Sie haben innerhalb von fünf Jahren 40 % der Mittel in der Jugendhilfe, insbesondere in den Bezirken, gestrichen. Was das fachlich und für die betroffenen Familien und Kinder bedeutet, kann sich jeder selbst an den fünf Fingern seiner linken Hand abzählen. Weitere spektakuläre Kürzungen und Belastungen für die Menschen im Doppelhaushalt 2004/2005 waren und sind nach wie vor – ich wiederhole mich, das habe ich heute schon einmal vorgetragen – Kürzungen in Höhe von 21,5 Millionen € bei Sozial-, Gesundheits-, Frauen- und Jugendprojekten, 12 Millionen € für Kitagebühren, Kürzungen von 48,8 Millionen € bei Sozialhilfe- und Pflegeleistungen, 17,4 Millionen € – da hatten Sie als Linke die Sozialkarte gestrichen, und dann haben Sie sie wieder eingeführt, nachdem es Protest insbesondere von der Union und von den Grünen gab. 76,3 Millionen € Streichungen von Beschäftigungsförderungsmaßnahmen, und das, obwohl es dafür bisher keinen Ersatz gibt. Es muss auch erwähnt werden, dass Sie das Blindengeld um ein Volumen von 8 Millionen € gekürzt haben, dass Sie bei den Behindertentransporten 4 Millionen € gestrichen haben, dass Sie 1 Million € bei Drogenhilfeprojekten eingespart haben.

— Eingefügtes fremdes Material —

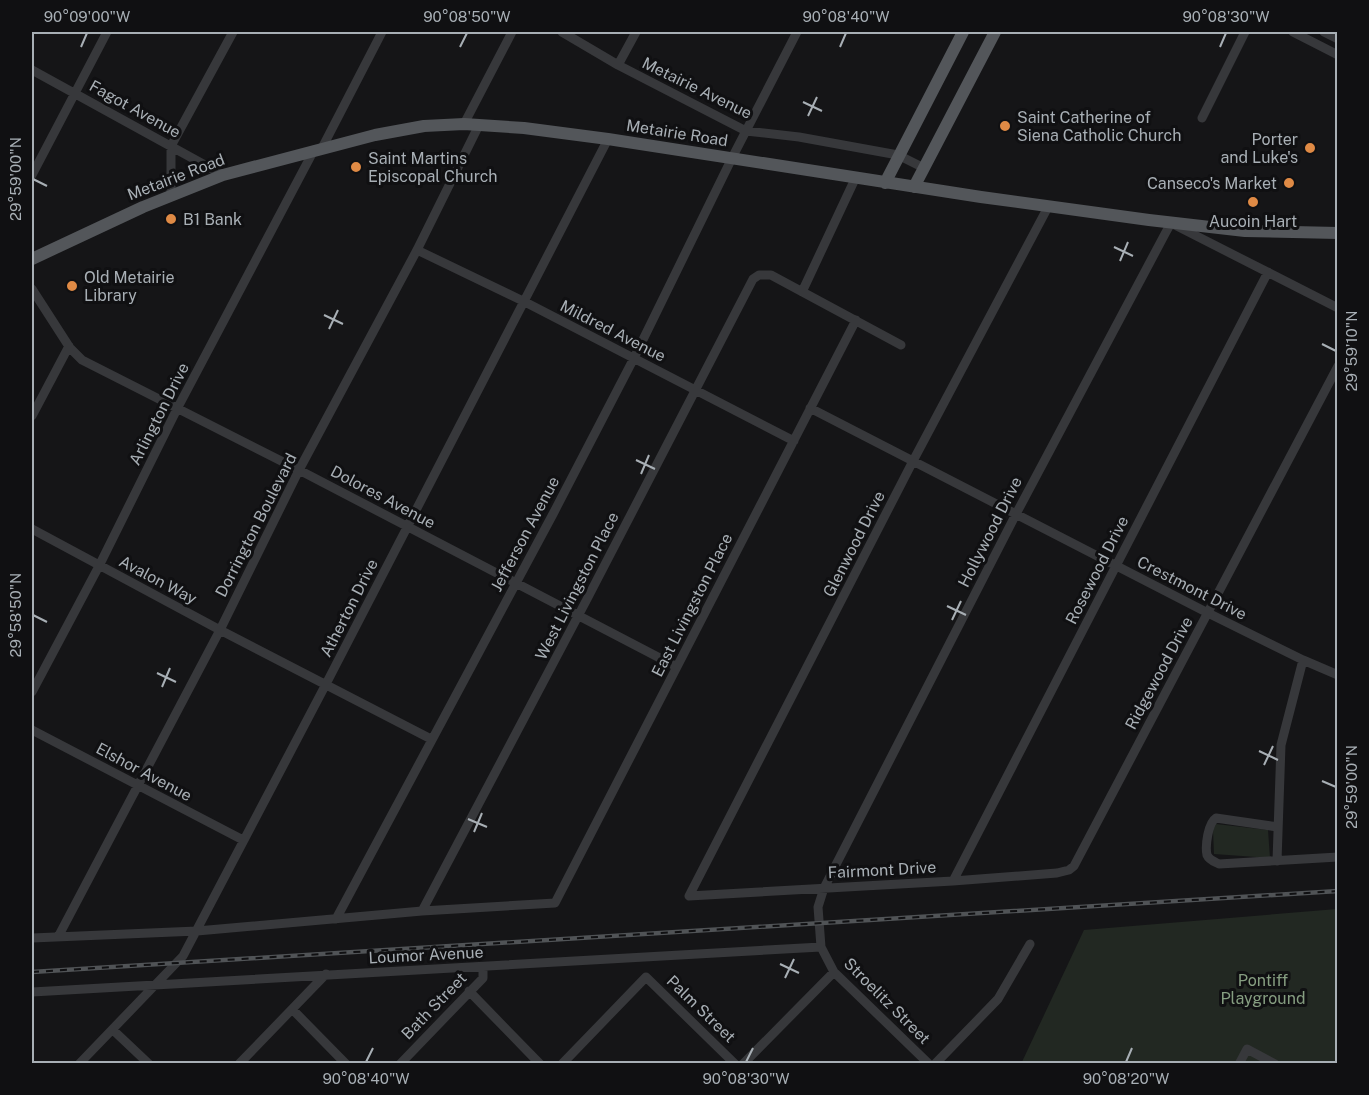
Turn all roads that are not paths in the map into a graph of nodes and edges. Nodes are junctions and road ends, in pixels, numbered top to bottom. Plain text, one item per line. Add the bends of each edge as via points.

Da, wo es um die Hilfe für Menschen geht, da kürzen und sparen Sie so lange, bis es keiner mehr ertragen kann.
Auch im Sport wurde kräftig in den Bereichen gekürzt, die unmittelbar die Verbraucher und die Vereine betreffen. Die Sportförderung sank 2001 um 40 % auf 7,4 Millionen € und wird im neuen Doppelhaushalt um weitere 2 Millionen € gekürzt.

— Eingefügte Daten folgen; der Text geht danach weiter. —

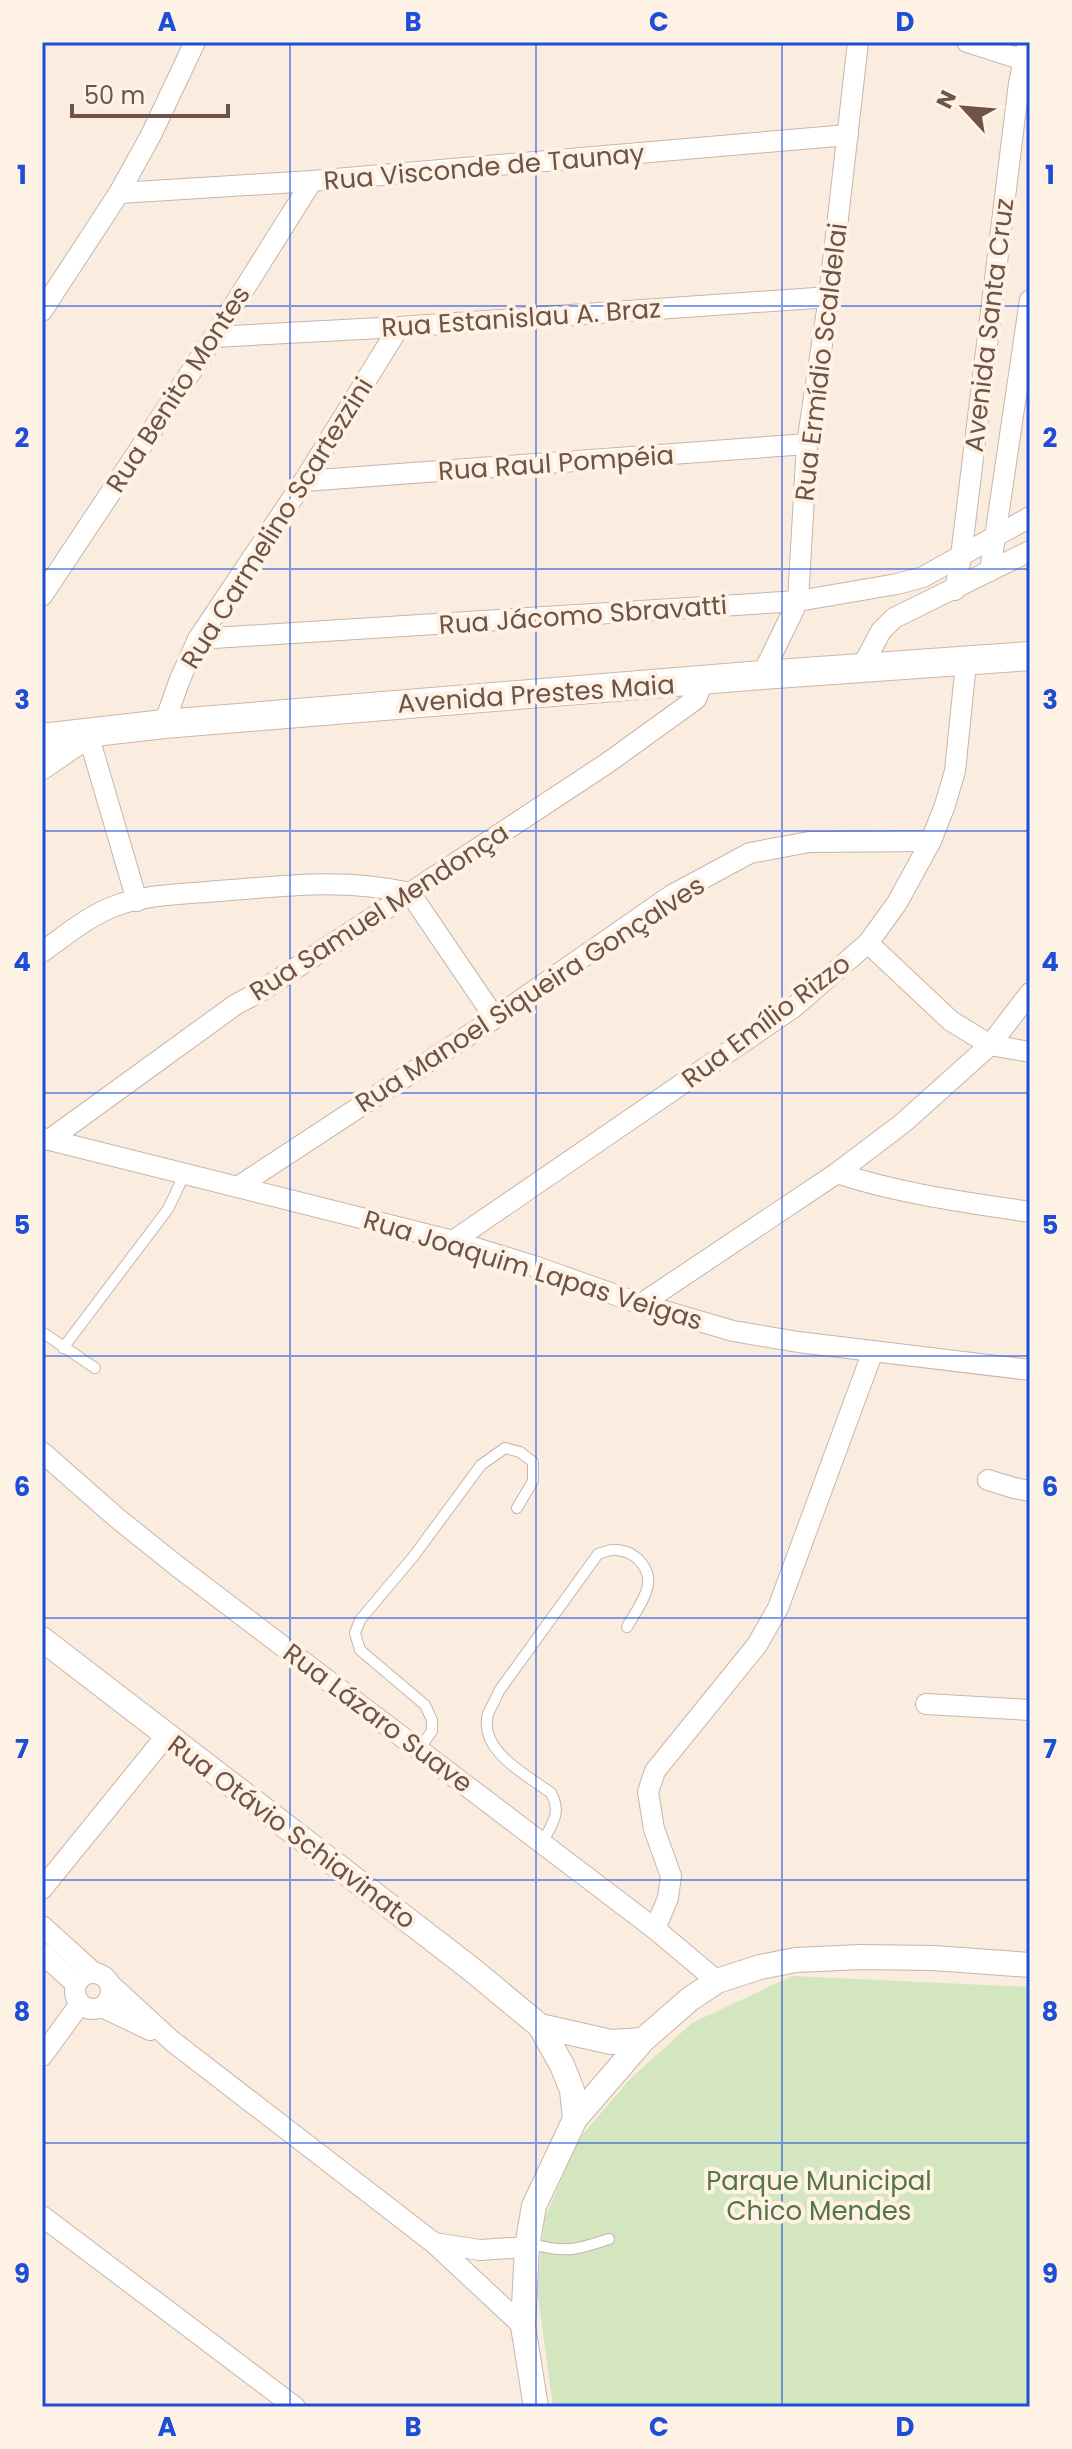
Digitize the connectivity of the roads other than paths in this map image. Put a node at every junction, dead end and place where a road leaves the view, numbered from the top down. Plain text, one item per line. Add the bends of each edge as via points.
1 (195, 42) edge
2 (858, 42) edge
3 (967, 42) edge
4 (1027, 54) edge
5 (848, 135) junction
6 (312, 181) junction
7 (119, 193) junction
8 (829, 297) junction
9 (1030, 300) edge
10 (42, 311) edge
11 (399, 327) junction
12 (214, 337) junction
13 (807, 444) junction
14 (304, 481) junction
15 (1030, 517) edge
16 (996, 535) junction
17 (1030, 551) edge
18 (961, 556) junction
19 (990, 571) junction
20 (955, 590) junction
21 (42, 596) edge
22 (798, 601) junction
23 (198, 639) junction
24 (1030, 656) edge
25 (966, 663) junction
26 (862, 667) junction
27 (762, 675) junction
28 (703, 681) junction
29 (164, 724) junction
30 (88, 734) junction
31 (42, 738) edge
32 (42, 765) edge
33 (931, 841) junction
34 (410, 893) junction
35 (137, 901) junction
36 (868, 943) junction
37 (42, 952) edge
38 (1030, 993) edge
39 (495, 1018) junction
40 (990, 1045) junction
41 (1030, 1052) edge
42 (45, 1139) edge
43 (185, 1173) junction
44 (837, 1173) junction
45 (239, 1186) junction
46 (1030, 1212) edge
47 (453, 1241) junction
48 (641, 1304) junction
49 (42, 1332) edge
50 (63, 1348) junction
51 (873, 1351) junction
52 (95, 1368) dead end
53 (1030, 1370) edge
54 (42, 1452) edge
55 (988, 1480) dead end
56 (1030, 1491) edge
57 (517, 1508) dead end
58 (627, 1627) dead end
59 (42, 1639) edge
60 (926, 1704) dead end
61 (1030, 1710) edge
62 (166, 1736) junction
63 (419, 1749) junction
64 (542, 1843) junction
65 (42, 1889) edge
66 (42, 1926) edge
67 (655, 1929) junction
68 (42, 1953) edge
69 (1030, 1965) edge
70 (717, 1981) junction
71 (111, 1985) junction
72 (83, 1987) junction
73 (102, 2007) junction
74 (540, 2026) junction
75 (643, 2040) junction
76 (172, 2041) junction
77 (42, 2056) edge
78 (575, 2119) junction
79 (42, 2216) edge
80 (609, 2239) dead end
81 (434, 2243) junction
82 (528, 2245) junction
83 (523, 2326) junction
84 (295, 2407) edge
85 (536, 2407) edge

1 - 7 street
2 - 5 street, Rua Ermídio Scaldelai
3 - 4 street
4 - 18 street, Avenida Santa Cruz
5 - 6 street, Rua Visconde de Taunay
5 - 8 street, Rua Ermídio Scaldelai
6 - 7 street, Rua Visconde de Taunay
6 - 12 street, Rua Benito Montes
7 - 10 street
8 - 11 street, Rua Estanislau A. Braz
8 - 13 street, Rua Ermídio Scaldelai
9 - 16 street, Avenida Santa Cruz
11 - 12 street, Rua Estanislau A. Braz
11 - 14 street, Rua Carmelino Scartezzini
12 - 21 street, Rua Benito Montes
13 - 14 street, Rua Raul Pompéia
13 - 22 street, Rua Ermídio Scaldelai
14 - 23 street, Rua Carmelino Scartezzini
15 - 16 street, Rua Jácomo Sbravatti
16 - 18 street, Rua Jácomo Sbravatti
16 - 19 street, Avenida Santa Cruz
17 - 19 street
18 - 20 street, Avenida Santa Cruz
18 - 22 street, Rua Jácomo Sbravatti via 923,577
19 - 20 street
20 - 26 street via 894,618
22 - 23 street, Rua Jácomo Sbravatti
22 - 27 street, Rua Ermídio Scaldelai
23 - 29 street, Rua Carmelino Scartezzini
24 - 25 main road, Avenida Prestes Maia
25 - 26 main road, Avenida Prestes Maia
25 - 33 street, Rua Emílio Rizzo via 955,771
26 - 27 main road, Avenida Prestes Maia
27 - 28 main road, Avenida Prestes Maia
28 - 29 main road, Avenida Prestes Maia
28 - 34 street, Rua Samuel Mendonça via 696,699 665,722
29 - 30 main road, Avenida Prestes Maia
30 - 31 main road, Avenida Prestes Maia
30 - 32 main road
30 - 35 street
33 - 36 street, Rua Emílio Rizzo
33 - 39 street, Rua Manoel Siqueira Gonçalves via 809,842 750,853 672,895
34 - 35 street via 333,883
34 - 39 street
34 - 42 street, Rua Samuel Mendonça via 235,1005
35 - 37 street via 95,915
36 - 40 street via 951,1021
36 - 47 street, Rua Emílio Rizzo via 794,1007
38 - 40 street
39 - 45 street, Rua Manoel Siqueira Gonçalves
40 - 41 street
40 - 44 street via 903,1123
42 - 43 street, Rua Joaquim Lapas Veigas
43 - 45 street, Rua Joaquim Lapas Veigas
43 - 50 lane via 168,1209
44 - 46 street via 923,1196
44 - 48 street
45 - 47 street, Rua Joaquim Lapas Veigas
47 - 48 street, Rua Joaquim Lapas Veigas
48 - 51 street, Rua Joaquim Lapas Veigas via 733,1331
49 - 50 lane
50 - 52 lane
51 - 53 street, Rua Joaquim Lapas Veigas
51 - 67 street via 778,1608 757,1645 655,1771 648,1792 671,1876
54 - 63 street, Rua Lázaro Suave via 177,1566
55 - 56 street
57 - 63 lane via 533,1481 533,1462 505,1448 481,1465 360,1620 355,1633 360,1650 425,1705 432,1720 432,1731
58 - 64 lane via 647,1590 648,1572 641,1561 616,1549 598,1554 499,1691 487,1717 497,1753 556,1802 557,1815
59 - 62 street, Rua Otávio Schiavinato
60 - 61 street
62 - 65 street
62 - 74 street, Rua Otávio Schiavinato
63 - 64 street, Rua Lázaro Suave
64 - 67 street, Rua Lázaro Suave
66 - 72 street
67 - 70 street, Rua Lázaro Suave
68 - 72 street
69 - 70 street via 933,1958 796,1960
70 - 75 street
71 - 72 street via 104,1976
71 - 73 street
71 - 76 street
72 - 73 street via 90,2010
72 - 77 street
73 - 76 street
74 - 75 street, Rua Otávio Schiavinato via 611,2042
74 - 78 street, Rua Otávio Schiavinato via 572,2090
75 - 78 street
76 - 81 street
78 - 82 street via 534,2206
79 - 84 street
80 - 82 lane via 576,2250
81 - 82 street via 480,2250
81 - 83 street
82 - 83 street
83 - 85 street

Nicht zu vergessen sind Preissteigerungen, die zu Lasten der Berliner gingen: Erhöhung der Wasserpreise, Mieten, BVG-Tarife, Eintrittspreise, Friedhofsgebühren, Gerichtsgebühren und Bußgelder.
Bei dieser Liste nur einiger besonders ins Auge fallender sozialer Grausamkeiten ist klar, dass diese alle Bürger treffen und insbesondere diejenigen, die auf staatliche Hilfen angewiesen sind.